**Required action:** If a record holds a picture, leave the picture out and restate everything else word for word.

**Data for this task:**

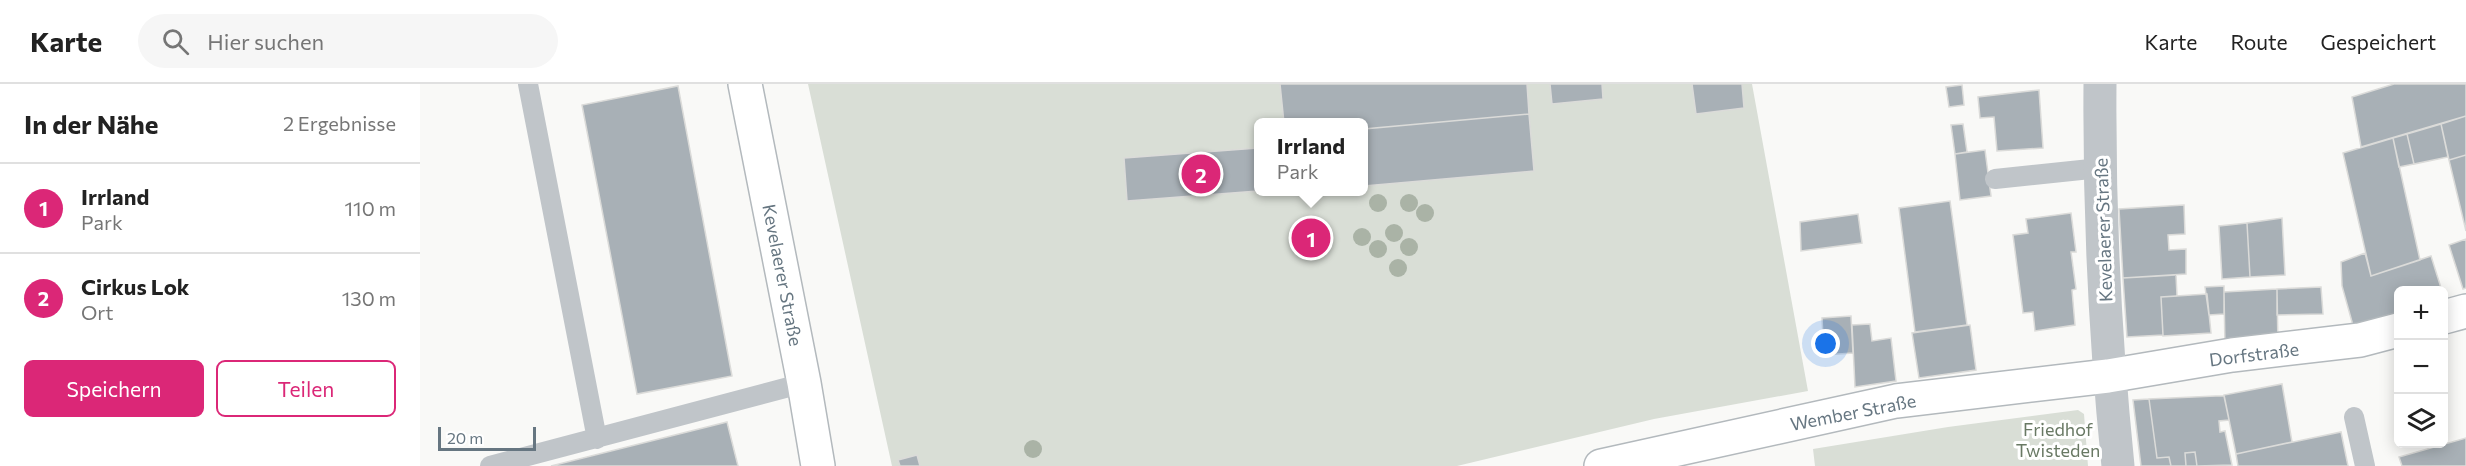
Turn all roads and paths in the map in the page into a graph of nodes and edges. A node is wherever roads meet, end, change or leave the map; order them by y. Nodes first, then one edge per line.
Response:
1 (528, 84) edge
2 (746, 84) edge
3 (2100, 84) edge
4 (2100, 168) junction
5 (1995, 179) dead end
6 (2466, 311) edge
7 (2448, 316) edge
8 (2394, 331) edge
9 (2108, 376) junction
10 (804, 383) junction
11 (2354, 417) dead end
12 (597, 439) junction
13 (511, 464) edge
14 (490, 466) edge
15 (818, 466) edge
16 (1601, 466) edge
17 (2118, 466) edge
18 (2365, 466) edge

1 - 12 lane
2 - 10 main road, Kevelaerer Straße
3 - 4 street, Kevelaerer Straße
4 - 5 lane
4 - 9 street, Kevelaerer Straße
6 - 7 main road
8 - 9 main road, Dorfstraße
9 - 16 main road, Wember Straße
9 - 17 street, Kevelaerer Straße
10 - 12 lane
10 - 15 main road, Kevelaerer Straße
11 - 18 lane
12 - 13 lane
13 - 14 lane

**Written reply:**
Turn all roads and paths in the map in the page into a graph of nodes and edges. A node is wherever roads meet, end, change or leave the map; order them by y. Nodes first, then one edge per line.
Response:
1 (528, 84) edge
2 (746, 84) edge
3 (2100, 84) edge
4 (2100, 168) junction
5 (1995, 179) dead end
6 (2466, 311) edge
7 (2448, 316) edge
8 (2394, 331) edge
9 (2108, 376) junction
10 (804, 383) junction
11 (2354, 417) dead end
12 (597, 439) junction
13 (511, 464) edge
14 (490, 466) edge
15 (818, 466) edge
16 (1601, 466) edge
17 (2118, 466) edge
18 (2365, 466) edge

1 - 12 lane
2 - 10 main road, Kevelaerer Straße
3 - 4 street, Kevelaerer Straße
4 - 5 lane
4 - 9 street, Kevelaerer Straße
6 - 7 main road
8 - 9 main road, Dorfstraße
9 - 16 main road, Wember Straße
9 - 17 street, Kevelaerer Straße
10 - 12 lane
10 - 15 main road, Kevelaerer Straße
11 - 18 lane
12 - 13 lane
13 - 14 lane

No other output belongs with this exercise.